The trail heads down to the marsh.

The trail begins in Waltham, right next door in other words, and runs along the back of the field behind my house and continues through one or two other properties until it comes to a major impediment: a marsh created, and still being improved upon, by beavers. It takes up again after that gap, and just beyond is reinforced by also serving as the VAST––Vermont Association of Snow Travelers, snowmobilers to most of us––trail. Near Route 17 the VAST takes a left whereas the trail seems to come to an end with no clear route through a farm's back yard.
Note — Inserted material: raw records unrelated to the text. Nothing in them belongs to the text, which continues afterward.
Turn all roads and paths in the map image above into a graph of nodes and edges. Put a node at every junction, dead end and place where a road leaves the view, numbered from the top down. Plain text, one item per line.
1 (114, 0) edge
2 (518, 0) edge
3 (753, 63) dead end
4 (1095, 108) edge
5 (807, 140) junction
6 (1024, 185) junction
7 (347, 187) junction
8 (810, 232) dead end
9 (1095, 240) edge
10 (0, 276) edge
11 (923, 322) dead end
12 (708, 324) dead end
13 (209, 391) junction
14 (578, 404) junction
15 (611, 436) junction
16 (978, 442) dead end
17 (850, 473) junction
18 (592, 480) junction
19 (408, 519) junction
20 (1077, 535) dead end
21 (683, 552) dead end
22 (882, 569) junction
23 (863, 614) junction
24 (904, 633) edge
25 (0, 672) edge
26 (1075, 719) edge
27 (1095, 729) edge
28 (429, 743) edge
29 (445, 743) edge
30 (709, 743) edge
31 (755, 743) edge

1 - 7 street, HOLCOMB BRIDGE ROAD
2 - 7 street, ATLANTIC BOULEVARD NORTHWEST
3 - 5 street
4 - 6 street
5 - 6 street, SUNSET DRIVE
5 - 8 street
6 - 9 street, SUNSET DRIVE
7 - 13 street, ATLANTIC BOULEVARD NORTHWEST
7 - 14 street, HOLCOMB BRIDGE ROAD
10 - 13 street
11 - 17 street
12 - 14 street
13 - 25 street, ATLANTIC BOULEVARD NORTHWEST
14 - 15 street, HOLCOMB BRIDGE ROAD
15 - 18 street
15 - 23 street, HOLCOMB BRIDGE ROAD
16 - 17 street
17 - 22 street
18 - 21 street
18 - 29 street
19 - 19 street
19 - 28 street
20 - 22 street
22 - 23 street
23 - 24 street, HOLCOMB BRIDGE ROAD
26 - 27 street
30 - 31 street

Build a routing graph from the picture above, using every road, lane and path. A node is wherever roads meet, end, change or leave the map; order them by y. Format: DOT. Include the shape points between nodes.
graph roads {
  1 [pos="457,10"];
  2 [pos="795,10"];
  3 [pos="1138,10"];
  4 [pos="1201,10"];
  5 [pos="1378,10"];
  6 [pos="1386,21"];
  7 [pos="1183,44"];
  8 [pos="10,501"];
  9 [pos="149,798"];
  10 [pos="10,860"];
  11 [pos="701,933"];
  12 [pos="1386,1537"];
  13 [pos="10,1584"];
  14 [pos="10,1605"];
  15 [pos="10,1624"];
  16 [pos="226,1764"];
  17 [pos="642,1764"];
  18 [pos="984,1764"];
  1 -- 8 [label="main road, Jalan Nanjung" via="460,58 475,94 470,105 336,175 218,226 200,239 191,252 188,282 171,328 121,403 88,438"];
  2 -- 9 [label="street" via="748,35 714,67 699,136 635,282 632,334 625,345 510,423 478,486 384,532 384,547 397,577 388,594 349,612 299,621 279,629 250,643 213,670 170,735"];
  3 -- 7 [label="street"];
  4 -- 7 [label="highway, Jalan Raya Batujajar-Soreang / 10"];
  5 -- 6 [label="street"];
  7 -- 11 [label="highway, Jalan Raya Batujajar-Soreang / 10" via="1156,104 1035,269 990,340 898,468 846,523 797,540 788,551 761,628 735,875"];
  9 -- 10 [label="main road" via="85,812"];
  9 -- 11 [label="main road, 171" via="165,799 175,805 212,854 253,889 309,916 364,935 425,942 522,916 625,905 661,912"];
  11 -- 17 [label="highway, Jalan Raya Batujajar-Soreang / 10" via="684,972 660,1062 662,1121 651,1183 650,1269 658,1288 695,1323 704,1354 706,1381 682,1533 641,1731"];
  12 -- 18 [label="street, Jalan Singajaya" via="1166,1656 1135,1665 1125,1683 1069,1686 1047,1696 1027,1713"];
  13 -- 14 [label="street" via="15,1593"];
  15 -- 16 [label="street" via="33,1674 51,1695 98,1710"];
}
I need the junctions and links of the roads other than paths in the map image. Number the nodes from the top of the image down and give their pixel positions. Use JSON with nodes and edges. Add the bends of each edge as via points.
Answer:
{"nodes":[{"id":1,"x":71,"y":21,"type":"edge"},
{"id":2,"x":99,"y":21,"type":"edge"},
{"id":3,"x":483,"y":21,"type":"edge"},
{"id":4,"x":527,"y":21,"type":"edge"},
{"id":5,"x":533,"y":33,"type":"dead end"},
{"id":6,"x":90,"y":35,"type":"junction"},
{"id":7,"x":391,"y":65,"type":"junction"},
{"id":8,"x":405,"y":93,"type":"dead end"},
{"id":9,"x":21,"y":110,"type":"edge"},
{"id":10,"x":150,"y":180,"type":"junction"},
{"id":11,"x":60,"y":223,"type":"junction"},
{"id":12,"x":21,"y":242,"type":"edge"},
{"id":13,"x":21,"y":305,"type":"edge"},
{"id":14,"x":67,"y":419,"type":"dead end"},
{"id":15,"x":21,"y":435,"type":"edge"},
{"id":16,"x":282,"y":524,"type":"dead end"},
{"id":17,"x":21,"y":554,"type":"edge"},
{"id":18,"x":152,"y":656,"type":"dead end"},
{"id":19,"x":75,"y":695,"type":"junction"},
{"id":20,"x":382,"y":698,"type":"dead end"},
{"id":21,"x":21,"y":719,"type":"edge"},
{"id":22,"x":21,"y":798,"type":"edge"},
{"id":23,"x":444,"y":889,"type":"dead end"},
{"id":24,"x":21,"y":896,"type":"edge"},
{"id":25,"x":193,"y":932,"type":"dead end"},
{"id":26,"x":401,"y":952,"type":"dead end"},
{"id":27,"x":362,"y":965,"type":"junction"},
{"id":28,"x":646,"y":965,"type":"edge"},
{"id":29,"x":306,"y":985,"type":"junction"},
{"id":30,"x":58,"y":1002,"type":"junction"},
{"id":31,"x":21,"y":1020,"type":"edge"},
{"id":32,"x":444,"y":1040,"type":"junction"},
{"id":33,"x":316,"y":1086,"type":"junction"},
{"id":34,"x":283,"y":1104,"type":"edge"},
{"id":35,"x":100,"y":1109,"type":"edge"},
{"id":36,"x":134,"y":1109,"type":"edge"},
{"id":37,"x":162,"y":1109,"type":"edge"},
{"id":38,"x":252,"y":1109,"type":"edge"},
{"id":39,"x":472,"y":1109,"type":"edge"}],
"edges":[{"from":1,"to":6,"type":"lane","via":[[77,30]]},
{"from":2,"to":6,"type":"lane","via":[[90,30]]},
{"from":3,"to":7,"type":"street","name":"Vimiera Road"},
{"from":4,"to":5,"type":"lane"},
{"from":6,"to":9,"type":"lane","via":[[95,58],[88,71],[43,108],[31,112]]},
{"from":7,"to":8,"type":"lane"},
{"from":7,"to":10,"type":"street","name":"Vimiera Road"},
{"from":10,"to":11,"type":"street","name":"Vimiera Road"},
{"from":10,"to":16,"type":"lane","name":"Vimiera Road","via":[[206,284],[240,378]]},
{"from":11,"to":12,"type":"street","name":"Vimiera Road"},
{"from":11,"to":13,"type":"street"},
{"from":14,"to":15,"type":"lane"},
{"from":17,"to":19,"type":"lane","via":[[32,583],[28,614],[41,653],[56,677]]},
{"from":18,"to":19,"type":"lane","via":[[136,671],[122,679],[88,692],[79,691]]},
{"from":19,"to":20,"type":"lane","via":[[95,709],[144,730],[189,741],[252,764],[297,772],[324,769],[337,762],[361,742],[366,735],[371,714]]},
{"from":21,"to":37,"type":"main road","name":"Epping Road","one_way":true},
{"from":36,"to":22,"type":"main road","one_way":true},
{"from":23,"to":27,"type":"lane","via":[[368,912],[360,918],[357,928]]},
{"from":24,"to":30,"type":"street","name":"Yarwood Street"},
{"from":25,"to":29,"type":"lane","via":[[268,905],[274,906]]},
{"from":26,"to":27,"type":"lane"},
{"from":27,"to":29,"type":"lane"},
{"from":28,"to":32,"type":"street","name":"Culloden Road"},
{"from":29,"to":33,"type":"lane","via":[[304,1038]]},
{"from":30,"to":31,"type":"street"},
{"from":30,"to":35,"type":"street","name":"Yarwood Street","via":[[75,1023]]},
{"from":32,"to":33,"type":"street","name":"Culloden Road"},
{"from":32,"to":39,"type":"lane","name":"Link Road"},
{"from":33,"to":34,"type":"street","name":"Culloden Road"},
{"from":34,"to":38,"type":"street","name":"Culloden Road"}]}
What the “road” once connected to after that is anybody’s guess, although it probably linked up with what is now Field Days Road on the other side of Route 17.  The old road/trail hasn’t been maintained or repaired, or used, for that matter except for walkers and the occasional ATV.  In some places it has probably been misplaced.  

Fred thought maybe he could change that.  

Vermont’s mountain ranges run north-south, the spine of the Appalachians.  Almost all the early roads in Vermont ran parallel to the range.  It was always harder and trickier to build roads that ran through or over the mountains.  When Vermont became a state in 1791 this seems to have prompted some serious road building.  A case in point:  Shortly after 1791 the General Assembly voted to “view, survey, lay out, and alter or turn said road from Vergennes” south through at least nine other named towns to end at “Colonel Elisha Averill’s in Pawlet,” a town not very far north of Bennington.  It was to be called the Legislative Highway.  In 1812 New Haven (my town) laid out its portion and dubbed that segment the 1812 Highway. 

By 1995 this road had long disappeared from maps.  It had also mostly disappeared from sight.  In fact, it had disappeared so thoroughly that in 1926 the New Haven Board of Selectmen (we now call them Selectboards) voted to discontinue the road, officially closing it, thereby ending any commitment for improvements or maintenance.  And that, they thought, was that.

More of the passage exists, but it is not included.